What is expected ▸ Copy every line from the records below that carries the word "Дамянов".

[Stored data]
>>>
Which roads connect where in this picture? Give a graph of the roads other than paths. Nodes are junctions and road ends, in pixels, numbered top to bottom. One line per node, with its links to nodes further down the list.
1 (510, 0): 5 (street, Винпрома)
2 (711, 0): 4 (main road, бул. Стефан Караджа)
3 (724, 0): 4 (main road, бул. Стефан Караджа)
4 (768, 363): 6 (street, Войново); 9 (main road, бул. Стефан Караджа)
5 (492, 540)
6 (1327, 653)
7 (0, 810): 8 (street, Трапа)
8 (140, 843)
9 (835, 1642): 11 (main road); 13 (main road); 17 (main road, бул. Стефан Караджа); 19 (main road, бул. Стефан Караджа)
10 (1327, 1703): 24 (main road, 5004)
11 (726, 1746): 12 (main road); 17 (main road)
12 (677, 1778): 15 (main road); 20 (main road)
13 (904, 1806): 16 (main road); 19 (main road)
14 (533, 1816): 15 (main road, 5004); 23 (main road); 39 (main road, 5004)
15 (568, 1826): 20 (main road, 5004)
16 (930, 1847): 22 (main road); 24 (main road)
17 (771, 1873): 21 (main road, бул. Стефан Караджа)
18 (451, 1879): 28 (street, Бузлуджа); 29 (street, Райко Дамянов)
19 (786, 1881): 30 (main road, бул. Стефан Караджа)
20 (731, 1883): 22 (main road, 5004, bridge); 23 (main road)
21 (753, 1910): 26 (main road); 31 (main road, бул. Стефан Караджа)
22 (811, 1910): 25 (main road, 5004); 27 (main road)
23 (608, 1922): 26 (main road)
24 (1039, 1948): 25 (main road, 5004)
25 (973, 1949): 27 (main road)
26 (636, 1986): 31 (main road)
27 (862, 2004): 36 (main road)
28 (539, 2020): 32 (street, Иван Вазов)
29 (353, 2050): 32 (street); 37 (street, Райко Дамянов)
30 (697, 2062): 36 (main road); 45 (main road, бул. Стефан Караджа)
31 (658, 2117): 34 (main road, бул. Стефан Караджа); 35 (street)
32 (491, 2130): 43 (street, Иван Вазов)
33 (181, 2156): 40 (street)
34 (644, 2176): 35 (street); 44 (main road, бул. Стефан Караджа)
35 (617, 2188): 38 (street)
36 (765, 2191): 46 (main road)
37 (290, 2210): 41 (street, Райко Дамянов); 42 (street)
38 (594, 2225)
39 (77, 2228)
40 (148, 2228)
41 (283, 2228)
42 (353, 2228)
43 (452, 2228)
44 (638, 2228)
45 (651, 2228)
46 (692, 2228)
<<<
The completed task ▸
18 (451, 1879): 28 (street, Бузлуджа); 29 (street, Райко Дамянов)
29 (353, 2050): 32 (street); 37 (street, Райко Дамянов)
37 (290, 2210): 41 (street, Райко Дамянов); 42 (street)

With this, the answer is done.